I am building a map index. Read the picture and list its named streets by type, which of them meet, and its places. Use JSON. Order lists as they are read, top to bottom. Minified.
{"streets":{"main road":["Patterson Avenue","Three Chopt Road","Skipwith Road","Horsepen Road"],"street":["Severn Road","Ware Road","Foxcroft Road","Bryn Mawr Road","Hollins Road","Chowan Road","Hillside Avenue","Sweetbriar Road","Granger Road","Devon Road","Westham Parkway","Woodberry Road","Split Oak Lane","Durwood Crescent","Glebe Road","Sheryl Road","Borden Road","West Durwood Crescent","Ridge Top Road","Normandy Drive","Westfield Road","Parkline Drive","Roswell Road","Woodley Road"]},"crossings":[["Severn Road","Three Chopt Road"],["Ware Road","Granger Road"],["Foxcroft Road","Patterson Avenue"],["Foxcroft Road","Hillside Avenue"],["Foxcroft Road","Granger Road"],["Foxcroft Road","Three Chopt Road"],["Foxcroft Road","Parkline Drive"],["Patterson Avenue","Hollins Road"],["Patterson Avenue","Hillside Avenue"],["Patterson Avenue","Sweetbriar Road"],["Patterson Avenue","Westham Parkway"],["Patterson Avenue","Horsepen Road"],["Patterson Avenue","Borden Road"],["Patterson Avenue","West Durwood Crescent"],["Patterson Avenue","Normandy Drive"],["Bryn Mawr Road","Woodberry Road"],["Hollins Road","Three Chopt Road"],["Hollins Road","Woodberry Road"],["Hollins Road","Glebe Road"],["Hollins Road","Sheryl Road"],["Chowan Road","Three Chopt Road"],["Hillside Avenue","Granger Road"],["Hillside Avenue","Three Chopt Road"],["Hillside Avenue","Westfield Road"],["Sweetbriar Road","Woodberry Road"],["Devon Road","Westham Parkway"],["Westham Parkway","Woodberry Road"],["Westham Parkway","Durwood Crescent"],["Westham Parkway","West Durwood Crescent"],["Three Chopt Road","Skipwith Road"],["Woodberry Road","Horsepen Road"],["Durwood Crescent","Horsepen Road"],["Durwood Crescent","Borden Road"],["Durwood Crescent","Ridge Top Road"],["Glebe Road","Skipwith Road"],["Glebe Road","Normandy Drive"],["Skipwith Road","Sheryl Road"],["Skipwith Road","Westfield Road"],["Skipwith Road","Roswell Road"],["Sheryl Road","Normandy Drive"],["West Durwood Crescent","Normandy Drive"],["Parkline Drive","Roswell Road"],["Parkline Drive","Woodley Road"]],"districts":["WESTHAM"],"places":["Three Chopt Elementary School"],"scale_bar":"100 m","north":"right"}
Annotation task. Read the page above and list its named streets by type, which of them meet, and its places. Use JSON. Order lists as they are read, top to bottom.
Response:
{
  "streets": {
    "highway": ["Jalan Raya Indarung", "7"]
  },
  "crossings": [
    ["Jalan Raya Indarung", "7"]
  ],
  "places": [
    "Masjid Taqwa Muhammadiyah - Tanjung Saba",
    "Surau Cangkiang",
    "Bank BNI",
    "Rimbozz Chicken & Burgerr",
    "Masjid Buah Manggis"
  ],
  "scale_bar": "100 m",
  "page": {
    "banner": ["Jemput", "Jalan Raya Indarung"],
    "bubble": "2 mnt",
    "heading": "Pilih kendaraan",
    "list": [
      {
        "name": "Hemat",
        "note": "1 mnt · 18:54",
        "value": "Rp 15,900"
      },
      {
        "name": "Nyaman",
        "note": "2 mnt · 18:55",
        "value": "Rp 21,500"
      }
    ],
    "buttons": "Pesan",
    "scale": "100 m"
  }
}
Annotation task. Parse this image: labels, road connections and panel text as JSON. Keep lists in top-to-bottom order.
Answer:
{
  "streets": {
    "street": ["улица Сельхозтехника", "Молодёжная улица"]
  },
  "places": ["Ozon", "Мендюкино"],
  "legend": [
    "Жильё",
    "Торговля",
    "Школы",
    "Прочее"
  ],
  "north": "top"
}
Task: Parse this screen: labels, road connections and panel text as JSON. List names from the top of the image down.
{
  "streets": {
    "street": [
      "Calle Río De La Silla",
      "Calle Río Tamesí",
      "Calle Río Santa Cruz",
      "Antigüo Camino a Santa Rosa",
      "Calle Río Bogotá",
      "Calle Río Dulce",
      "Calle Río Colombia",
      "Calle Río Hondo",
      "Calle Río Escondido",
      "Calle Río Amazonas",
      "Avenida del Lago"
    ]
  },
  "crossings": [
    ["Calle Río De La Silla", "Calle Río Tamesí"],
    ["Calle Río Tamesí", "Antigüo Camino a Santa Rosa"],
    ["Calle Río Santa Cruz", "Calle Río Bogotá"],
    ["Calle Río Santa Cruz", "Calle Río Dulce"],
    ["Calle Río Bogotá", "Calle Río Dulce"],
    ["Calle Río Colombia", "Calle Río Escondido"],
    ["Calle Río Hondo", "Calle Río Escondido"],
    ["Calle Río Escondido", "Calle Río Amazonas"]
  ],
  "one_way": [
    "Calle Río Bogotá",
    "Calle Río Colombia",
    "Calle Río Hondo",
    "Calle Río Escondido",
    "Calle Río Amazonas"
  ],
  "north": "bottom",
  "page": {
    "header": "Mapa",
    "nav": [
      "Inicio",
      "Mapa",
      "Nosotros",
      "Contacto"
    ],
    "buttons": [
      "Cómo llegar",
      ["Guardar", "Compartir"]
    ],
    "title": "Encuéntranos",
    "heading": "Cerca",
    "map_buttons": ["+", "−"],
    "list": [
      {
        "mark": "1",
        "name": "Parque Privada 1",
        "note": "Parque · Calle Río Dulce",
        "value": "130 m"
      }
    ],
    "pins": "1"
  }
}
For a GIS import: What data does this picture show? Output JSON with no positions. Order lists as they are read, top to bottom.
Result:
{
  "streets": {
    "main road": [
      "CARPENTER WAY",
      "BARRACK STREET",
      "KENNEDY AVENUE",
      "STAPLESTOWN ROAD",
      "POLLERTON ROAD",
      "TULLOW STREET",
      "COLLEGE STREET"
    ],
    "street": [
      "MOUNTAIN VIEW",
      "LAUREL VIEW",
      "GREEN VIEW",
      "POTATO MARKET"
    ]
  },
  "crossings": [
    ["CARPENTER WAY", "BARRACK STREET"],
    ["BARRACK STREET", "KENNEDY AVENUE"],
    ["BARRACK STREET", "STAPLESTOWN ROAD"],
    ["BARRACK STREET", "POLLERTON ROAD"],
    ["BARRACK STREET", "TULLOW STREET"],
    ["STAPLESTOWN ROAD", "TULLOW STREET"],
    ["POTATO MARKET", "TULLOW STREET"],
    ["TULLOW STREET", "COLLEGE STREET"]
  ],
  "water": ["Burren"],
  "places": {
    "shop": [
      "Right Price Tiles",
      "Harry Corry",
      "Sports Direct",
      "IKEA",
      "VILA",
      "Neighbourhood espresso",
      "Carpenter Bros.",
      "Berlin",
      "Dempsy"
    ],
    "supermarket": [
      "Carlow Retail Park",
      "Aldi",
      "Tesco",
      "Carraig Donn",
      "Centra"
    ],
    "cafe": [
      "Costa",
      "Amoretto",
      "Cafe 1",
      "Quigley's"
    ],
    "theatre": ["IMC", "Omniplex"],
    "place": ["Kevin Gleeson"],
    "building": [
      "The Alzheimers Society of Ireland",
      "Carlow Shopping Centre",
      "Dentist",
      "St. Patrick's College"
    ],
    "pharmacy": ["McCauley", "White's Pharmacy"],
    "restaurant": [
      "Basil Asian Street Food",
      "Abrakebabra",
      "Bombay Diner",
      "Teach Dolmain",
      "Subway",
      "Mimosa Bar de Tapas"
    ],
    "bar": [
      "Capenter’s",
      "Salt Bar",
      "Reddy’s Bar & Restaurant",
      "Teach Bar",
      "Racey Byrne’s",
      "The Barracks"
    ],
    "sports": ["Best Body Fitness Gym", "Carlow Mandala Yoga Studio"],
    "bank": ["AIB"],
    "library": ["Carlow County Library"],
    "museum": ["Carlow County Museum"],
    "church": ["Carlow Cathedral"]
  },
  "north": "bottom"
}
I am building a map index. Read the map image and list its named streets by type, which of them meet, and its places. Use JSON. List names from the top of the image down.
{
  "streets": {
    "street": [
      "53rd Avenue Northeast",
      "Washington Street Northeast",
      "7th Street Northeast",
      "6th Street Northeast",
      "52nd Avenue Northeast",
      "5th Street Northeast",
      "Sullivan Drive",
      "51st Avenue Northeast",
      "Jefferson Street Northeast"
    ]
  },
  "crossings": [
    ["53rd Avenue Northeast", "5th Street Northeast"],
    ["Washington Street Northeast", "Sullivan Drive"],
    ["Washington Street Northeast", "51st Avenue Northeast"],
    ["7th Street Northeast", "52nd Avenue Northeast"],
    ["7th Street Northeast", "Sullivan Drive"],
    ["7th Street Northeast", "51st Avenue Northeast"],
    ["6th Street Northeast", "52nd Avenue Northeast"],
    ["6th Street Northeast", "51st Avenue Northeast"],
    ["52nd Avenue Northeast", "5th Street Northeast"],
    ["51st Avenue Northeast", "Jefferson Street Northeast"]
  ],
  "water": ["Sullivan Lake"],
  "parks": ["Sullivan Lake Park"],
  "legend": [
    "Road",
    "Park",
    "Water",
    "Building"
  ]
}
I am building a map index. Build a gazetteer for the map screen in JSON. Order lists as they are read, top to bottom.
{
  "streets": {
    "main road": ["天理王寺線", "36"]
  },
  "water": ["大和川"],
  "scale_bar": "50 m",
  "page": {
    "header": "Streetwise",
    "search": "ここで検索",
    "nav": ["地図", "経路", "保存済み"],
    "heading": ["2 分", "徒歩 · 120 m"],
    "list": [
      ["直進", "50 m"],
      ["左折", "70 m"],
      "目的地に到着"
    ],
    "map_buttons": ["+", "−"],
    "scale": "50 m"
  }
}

AIM OF THE TASK: Show all lines of the material in which the word "Jalan" can be found.

RESULT:
    "highway": ["Jalan Raya Indarung", "7"]
    ["Jalan Raya Indarung", "7"]
    "banner": ["Jemput", "Jalan Raya Indarung"],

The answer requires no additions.